Exercise goal:
Each line of the data below that contains "wrist" must be copied.

Working data section start

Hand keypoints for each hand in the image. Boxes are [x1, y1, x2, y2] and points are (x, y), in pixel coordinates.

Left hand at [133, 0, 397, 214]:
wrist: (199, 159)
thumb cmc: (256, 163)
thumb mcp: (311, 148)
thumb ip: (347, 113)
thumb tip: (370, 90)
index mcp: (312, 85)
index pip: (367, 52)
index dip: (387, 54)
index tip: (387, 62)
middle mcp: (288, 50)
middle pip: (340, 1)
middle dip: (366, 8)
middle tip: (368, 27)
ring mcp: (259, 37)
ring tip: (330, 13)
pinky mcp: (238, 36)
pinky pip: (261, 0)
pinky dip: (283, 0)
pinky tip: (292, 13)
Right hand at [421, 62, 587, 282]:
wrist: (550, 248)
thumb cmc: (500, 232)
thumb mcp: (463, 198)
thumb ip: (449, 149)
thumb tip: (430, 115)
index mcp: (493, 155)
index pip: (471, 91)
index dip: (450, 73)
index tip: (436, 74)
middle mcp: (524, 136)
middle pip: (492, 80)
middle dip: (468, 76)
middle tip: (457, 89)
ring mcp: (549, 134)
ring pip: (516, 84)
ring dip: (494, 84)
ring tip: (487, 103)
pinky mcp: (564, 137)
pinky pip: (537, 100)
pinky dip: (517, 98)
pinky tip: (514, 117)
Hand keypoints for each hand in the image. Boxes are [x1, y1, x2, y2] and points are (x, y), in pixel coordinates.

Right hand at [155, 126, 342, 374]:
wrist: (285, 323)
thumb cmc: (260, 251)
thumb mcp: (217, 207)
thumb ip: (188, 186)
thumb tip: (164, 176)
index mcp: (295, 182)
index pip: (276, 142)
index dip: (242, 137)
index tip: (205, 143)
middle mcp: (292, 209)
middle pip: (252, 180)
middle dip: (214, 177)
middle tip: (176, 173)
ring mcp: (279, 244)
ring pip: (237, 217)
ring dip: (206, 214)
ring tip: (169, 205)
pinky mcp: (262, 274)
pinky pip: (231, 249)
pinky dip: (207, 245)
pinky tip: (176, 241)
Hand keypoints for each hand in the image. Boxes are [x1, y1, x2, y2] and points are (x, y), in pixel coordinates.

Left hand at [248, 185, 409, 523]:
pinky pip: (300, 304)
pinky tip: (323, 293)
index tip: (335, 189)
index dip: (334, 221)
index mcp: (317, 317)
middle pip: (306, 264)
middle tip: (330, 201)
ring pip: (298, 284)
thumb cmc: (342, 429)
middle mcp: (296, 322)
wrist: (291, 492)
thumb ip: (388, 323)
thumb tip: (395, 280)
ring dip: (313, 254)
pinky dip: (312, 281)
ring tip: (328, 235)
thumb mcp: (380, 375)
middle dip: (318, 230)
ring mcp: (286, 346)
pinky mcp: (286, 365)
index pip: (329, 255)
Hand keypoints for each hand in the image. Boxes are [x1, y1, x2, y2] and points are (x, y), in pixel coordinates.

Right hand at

Working data section end
Working data section start

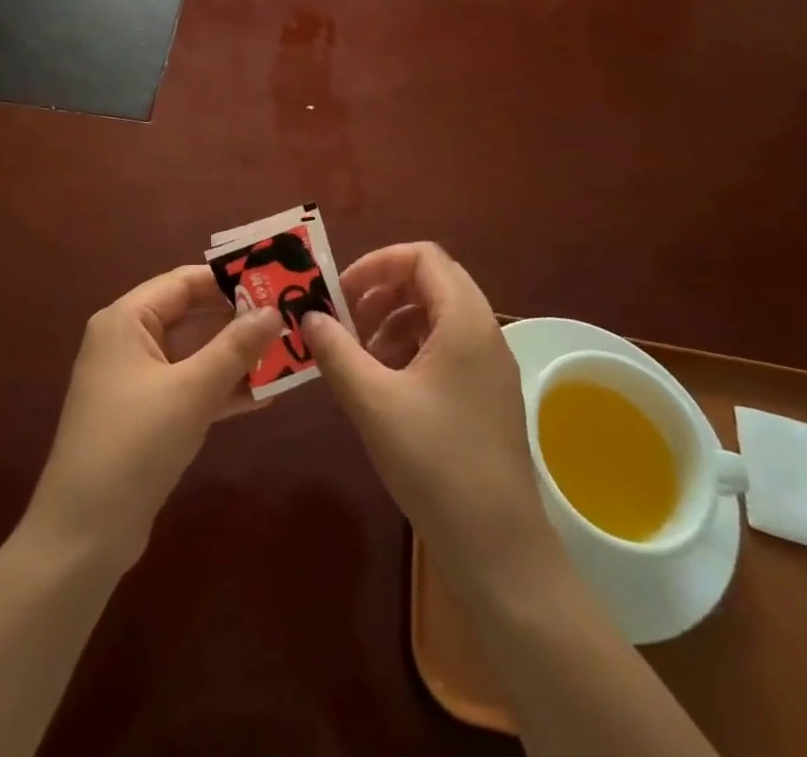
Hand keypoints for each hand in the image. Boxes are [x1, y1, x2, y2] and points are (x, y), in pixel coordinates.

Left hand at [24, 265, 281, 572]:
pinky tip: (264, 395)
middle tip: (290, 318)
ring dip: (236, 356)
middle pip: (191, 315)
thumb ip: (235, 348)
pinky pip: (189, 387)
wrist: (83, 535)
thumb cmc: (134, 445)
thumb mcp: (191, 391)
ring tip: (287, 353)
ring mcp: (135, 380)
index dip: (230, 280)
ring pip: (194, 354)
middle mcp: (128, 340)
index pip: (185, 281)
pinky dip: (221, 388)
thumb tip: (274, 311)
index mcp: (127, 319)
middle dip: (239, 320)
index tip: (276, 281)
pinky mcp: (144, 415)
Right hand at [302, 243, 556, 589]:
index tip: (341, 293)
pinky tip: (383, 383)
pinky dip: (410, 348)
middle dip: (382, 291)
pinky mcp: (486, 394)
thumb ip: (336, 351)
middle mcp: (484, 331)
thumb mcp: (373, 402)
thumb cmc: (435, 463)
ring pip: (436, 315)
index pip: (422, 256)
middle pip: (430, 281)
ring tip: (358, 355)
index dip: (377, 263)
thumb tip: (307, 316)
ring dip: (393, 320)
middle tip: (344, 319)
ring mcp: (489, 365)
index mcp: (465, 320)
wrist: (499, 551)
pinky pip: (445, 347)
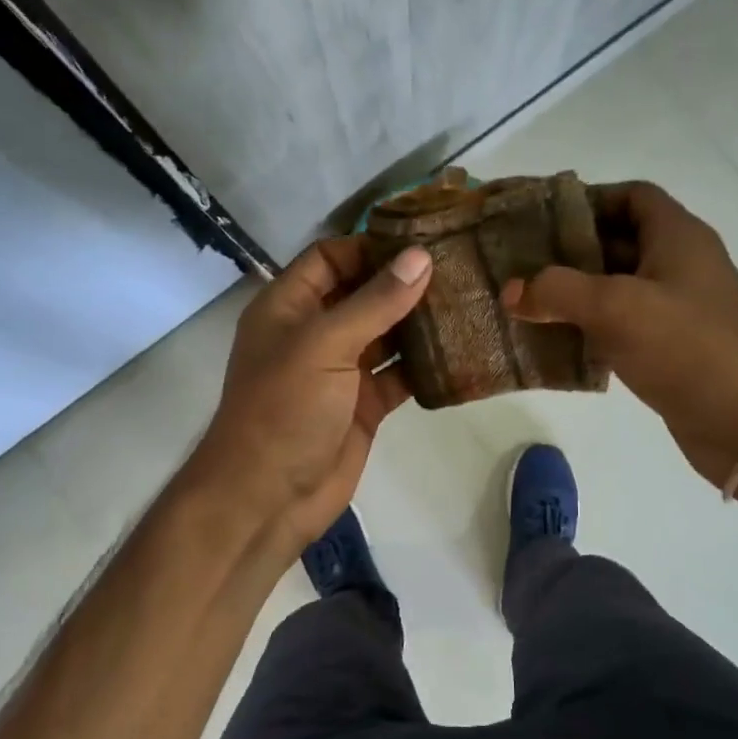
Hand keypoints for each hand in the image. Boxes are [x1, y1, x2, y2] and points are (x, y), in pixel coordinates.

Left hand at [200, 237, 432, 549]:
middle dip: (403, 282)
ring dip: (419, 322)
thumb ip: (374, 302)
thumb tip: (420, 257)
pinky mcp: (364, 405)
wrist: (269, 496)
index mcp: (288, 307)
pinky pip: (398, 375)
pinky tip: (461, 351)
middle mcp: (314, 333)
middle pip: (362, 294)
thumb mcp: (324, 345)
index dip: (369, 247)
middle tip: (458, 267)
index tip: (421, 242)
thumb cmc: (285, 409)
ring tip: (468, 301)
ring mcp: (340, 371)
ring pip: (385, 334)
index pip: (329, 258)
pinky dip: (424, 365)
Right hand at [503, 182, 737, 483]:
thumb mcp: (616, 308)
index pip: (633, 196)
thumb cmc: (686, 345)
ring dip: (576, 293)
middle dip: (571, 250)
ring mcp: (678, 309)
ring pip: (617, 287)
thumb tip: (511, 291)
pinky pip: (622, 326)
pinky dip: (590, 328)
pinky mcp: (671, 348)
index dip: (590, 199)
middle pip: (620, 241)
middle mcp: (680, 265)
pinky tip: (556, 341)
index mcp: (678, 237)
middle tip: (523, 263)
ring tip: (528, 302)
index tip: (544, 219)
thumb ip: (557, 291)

Working data section end
Working data section start

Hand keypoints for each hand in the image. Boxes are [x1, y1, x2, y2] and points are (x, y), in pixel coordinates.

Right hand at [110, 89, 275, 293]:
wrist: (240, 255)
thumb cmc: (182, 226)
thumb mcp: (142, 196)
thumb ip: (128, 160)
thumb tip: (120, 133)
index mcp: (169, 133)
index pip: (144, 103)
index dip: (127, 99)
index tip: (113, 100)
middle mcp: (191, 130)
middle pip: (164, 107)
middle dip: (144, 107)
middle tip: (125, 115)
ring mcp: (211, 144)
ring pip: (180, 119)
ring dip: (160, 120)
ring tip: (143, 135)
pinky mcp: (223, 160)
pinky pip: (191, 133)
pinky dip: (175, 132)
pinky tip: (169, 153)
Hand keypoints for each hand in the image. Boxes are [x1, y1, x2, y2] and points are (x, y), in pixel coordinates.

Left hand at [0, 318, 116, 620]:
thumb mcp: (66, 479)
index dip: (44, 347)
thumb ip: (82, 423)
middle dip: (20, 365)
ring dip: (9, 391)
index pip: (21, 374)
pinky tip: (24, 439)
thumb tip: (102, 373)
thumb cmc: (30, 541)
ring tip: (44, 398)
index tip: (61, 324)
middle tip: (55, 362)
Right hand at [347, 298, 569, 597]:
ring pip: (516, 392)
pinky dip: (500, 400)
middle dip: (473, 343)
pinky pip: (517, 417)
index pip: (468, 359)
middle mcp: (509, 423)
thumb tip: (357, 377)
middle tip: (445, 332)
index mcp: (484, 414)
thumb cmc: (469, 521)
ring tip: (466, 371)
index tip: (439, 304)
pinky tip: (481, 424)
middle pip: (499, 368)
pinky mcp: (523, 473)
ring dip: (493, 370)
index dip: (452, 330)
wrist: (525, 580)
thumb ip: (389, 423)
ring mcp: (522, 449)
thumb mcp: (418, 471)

Working data section end

Written answer:
wrist: (199, 159)
wrist: (550, 248)
wrist: (285, 323)
wrist: (291, 492)
wrist: (83, 535)
wrist: (499, 551)
wrist: (269, 496)
wrist: (240, 255)
wrist: (525, 580)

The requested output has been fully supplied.